In some situations, this is obvious. In particular, the current concept of metadata in content management came out of the document management space (where most of the *CM spaces originated).

With document management, the core object under management is some binary file, like a Word document. This is clearly “the data.” And in most document management systems, you could “decorate” this data with additional data to describe the file, be it a category, author, status, whatever. And today, inside Word, you can go to “Properties” and add information, and this is logically metadata because the actual words in the document are “the data.”

So, in situation when you have a clear core of “data” and the information about this data is “somewhere else” (see how this is getting weird already?), then it’s pretty clear.

A lot of this geography was dictated by format. Back in the “golden age” of document management, applications like Word couldn’t store extra data like this, so the data was in the document management system instead (“somewhere else”).

Early versions of Ektron had the same problem – back then, Ektron only managed HTML content, rather than more structured things like XML. So, Ektron had a tab called “Metadata” for you to store other information that you couldn’t somehow embed in HTML. This tab still exists, even though with later versions of Ektron, you can pout most of this information directly inside XML-based content. (What gets odd is that the datatypes differ between what’s on the “metadata” tab and what you can put in the XML, which sometimes forces you into put something under “metadata” when you’d rather just put it over with the core data.)

In other systems – especially Web content management systems – this distinction between metadata and core data breaks down. In Episerver, for instance, there is no concept of content being in one place or another – all properties of a page are in the same “place” (under the same “interface umbrella,” if you will), so it’s all just data. Nowhere can I say, “this is data…and this is metadata…” etc.

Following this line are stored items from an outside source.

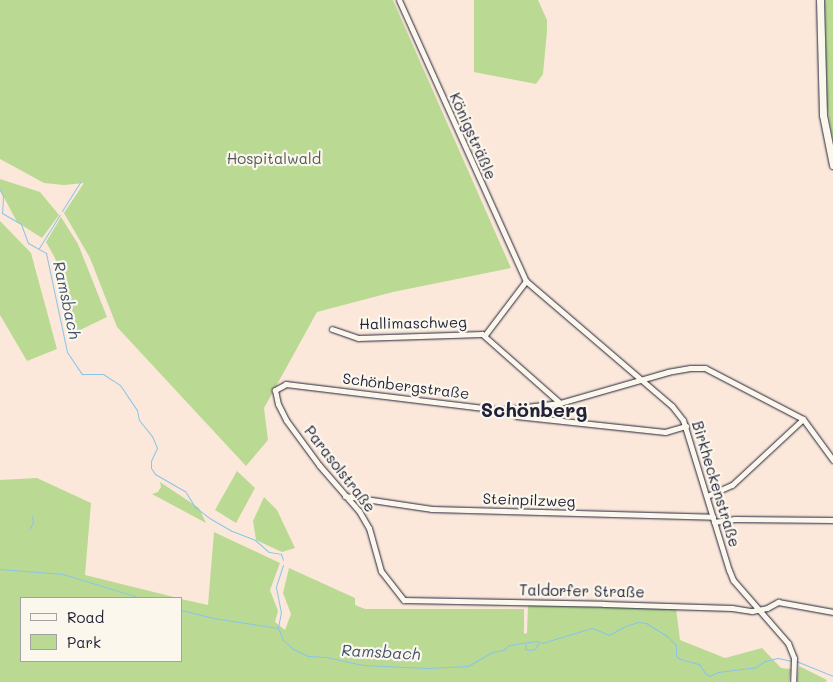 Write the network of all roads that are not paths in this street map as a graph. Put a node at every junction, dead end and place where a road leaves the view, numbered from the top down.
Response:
1 (399, 0) edge
2 (820, 0) edge
3 (833, 165) edge
4 (526, 281) junction
5 (332, 328) dead end
6 (484, 335) junction
7 (641, 380) junction
8 (286, 384) joint
9 (560, 403) junction
10 (516, 416) dead end
11 (803, 419) junction
12 (686, 426) junction
13 (833, 460) edge
14 (344, 496) junction
15 (706, 496) junction
16 (714, 520) junction
17 (833, 520) edge
18 (404, 600) joint
19 (760, 611) junction
20 (833, 612) edge
21 (793, 682) edge

1 - 4 street, Königsträßle
2 - 3 main road
4 - 6 street
4 - 7 street, Birkheckenstraße
5 - 6 street, Hallimaschweg
6 - 9 street, Hallimaschweg
7 - 9 street, Schönbergstraße
7 - 11 street, Schönbergstraße
7 - 12 street, Birkheckenstraße
8 - 9 street, Schönbergstraße
8 - 14 street, Parasolstraße
10 - 12 street
11 - 13 street
11 - 15 street
12 - 15 street, Birkheckenstraße
14 - 16 street, Steinpilzweg
14 - 18 street, Parasolstraße
15 - 16 street, Birkheckenstraße
16 - 17 street, Steinpilzweg
16 - 19 street, Birkheckenstraße
18 - 19 street, Taldorfer Straße
19 - 20 street
19 - 21 street, Birkheckenstraße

This situation is very common in WCM. There is no “somewhere else.” All the data relating to a logical piece of content is stored and administrated together, which completely negates The Geography Theory.

The Visibility Theory says that metadata is data that’s used for some purpose other than publishing to a consumer.

Content has “publishable” information, which is data we intend to push to the consumer – the title of a news article, is an obvious example. This is the data proper.

But what about data that’s for administrative purposes only? One of my clients was just asking me yesterday about “metadata” to help search for content on the admin side of the site. They wanted to be able to tag or otherwise identify pages so they could find certain pages later in among hundreds of others. This is information that would never be published to the end user.

Similarly, at Gilbane Boston last month, I took a question from a woman who wanted to use a taxonomy system to categorize the quality and review state of various content. This is very much information that will never be published – you don’t want you consumers to see you category label of “really crappy stuff I wrote after a eight-martini bender,” after all.

Both of these are perfectly reasonable endeavors, but do they define “metadata,” as opposed to data proper which is published to the end user? If we include explicitly defined information like this as metadata, do we also include systemic information? Is the Published Date considered metadata? What about the applied permission set?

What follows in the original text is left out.